Nós, tecnicamente, não existimos.

O Acervo e todas as suas filiais, parcerias (protagonistas e antagonistas) e sedes inexistem no espaço e tempo tangível. O multiverso ao qual damos referência nos documentos desta coleção é aontológico e, portanto, no tratante da experiência humanística, inalcançável.

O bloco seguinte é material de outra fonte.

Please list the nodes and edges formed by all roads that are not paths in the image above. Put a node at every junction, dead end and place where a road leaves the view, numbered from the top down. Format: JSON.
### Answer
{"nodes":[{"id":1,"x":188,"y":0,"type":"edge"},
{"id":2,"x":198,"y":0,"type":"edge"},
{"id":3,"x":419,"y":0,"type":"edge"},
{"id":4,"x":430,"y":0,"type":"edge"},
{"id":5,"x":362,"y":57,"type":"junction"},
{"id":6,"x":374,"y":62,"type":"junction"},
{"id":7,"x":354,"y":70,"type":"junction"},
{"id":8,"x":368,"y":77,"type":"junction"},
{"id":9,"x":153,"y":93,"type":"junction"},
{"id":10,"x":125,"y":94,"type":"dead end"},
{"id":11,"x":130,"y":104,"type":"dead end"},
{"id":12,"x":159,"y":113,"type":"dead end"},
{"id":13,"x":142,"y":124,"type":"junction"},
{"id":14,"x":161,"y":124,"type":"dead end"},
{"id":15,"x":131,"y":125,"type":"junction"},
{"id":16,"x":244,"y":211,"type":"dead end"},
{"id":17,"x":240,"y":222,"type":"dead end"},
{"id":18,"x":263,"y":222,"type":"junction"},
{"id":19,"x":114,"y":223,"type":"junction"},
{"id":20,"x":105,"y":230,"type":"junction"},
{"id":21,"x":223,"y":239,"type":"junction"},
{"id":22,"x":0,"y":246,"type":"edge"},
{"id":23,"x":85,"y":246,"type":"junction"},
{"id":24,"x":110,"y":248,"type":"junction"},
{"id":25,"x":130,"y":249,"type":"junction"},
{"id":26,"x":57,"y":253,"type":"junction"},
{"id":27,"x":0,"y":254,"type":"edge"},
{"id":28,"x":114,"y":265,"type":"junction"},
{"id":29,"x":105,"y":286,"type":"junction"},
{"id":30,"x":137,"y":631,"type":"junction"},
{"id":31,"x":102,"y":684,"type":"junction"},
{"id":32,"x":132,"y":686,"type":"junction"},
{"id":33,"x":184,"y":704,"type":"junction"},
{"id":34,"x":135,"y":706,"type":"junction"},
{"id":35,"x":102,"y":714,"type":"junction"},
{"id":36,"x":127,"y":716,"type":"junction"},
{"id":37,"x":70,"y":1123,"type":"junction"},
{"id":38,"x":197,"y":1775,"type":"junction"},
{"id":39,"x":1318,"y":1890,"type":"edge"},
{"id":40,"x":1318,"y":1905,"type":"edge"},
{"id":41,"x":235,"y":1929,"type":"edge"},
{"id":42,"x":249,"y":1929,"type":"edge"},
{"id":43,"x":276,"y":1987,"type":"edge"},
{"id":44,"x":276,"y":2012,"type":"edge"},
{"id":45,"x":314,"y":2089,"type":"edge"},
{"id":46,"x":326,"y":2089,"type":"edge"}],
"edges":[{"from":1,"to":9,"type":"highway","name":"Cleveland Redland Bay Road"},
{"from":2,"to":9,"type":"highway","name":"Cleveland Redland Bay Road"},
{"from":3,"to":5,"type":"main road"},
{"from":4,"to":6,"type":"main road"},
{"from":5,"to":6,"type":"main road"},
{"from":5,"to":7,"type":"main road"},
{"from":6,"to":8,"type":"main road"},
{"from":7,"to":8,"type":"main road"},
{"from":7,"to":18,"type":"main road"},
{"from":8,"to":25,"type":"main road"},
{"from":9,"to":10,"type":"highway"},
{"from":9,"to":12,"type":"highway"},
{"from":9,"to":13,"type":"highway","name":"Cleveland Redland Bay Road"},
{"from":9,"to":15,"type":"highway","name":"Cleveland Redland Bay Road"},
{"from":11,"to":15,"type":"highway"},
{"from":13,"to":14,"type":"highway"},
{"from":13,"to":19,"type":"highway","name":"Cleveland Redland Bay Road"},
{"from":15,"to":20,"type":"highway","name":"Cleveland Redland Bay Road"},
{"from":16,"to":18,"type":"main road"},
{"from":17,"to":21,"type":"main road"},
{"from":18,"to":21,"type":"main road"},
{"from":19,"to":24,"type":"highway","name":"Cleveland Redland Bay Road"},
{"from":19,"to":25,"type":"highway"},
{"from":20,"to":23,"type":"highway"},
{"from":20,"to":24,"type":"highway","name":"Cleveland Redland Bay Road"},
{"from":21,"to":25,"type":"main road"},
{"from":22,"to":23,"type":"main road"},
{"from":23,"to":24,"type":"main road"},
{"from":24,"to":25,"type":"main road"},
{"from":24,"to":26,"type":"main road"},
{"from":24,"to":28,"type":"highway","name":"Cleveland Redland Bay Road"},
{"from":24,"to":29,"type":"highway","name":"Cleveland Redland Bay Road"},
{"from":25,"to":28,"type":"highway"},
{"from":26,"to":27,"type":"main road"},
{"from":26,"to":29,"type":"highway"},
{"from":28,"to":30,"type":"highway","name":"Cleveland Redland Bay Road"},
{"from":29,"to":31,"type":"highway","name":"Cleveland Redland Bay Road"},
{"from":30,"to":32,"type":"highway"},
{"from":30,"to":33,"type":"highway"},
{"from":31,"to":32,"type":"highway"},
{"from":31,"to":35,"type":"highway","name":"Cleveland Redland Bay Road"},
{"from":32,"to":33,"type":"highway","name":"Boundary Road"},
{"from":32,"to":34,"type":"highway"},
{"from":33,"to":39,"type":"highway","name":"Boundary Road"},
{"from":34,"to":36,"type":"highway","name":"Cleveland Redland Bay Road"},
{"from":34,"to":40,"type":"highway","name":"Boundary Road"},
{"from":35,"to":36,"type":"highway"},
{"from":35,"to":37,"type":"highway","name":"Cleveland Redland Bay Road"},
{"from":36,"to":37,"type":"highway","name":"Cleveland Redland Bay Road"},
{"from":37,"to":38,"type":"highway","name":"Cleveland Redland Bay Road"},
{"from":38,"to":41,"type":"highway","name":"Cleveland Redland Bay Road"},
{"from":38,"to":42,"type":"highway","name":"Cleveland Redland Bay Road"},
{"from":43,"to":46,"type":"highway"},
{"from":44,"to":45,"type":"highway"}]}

Não obstante, há aqueles insistentes, sem dizer impertinentes, que se encarregam de atribuir carga às miríades de insatisfações materializadas pela realidade cosmológica ultradeterminística, sine qua non à máquina orgânica.

A máquina orgânica é, grosso modo, recipiente solitário (indivíduo) e organizador subserviente (consciência). Solitário por que e subserviente a que deve ser considerado questionável, senão irrelevante em sua totalidade.

Não existe proposta na Missão Acerval. Não nascemos de juramento, ordem ou ideia.

Somos o que somos, fazemos o que fazemos.

O que fazemos pode ser subentendido na adepta repetição de nossa 'oração', e a natureza da instituição atemporal deve emergir, de fato, do trato neuro-linguístico, voltando a submergir, despida de ego-memórias, no Locus Inanis.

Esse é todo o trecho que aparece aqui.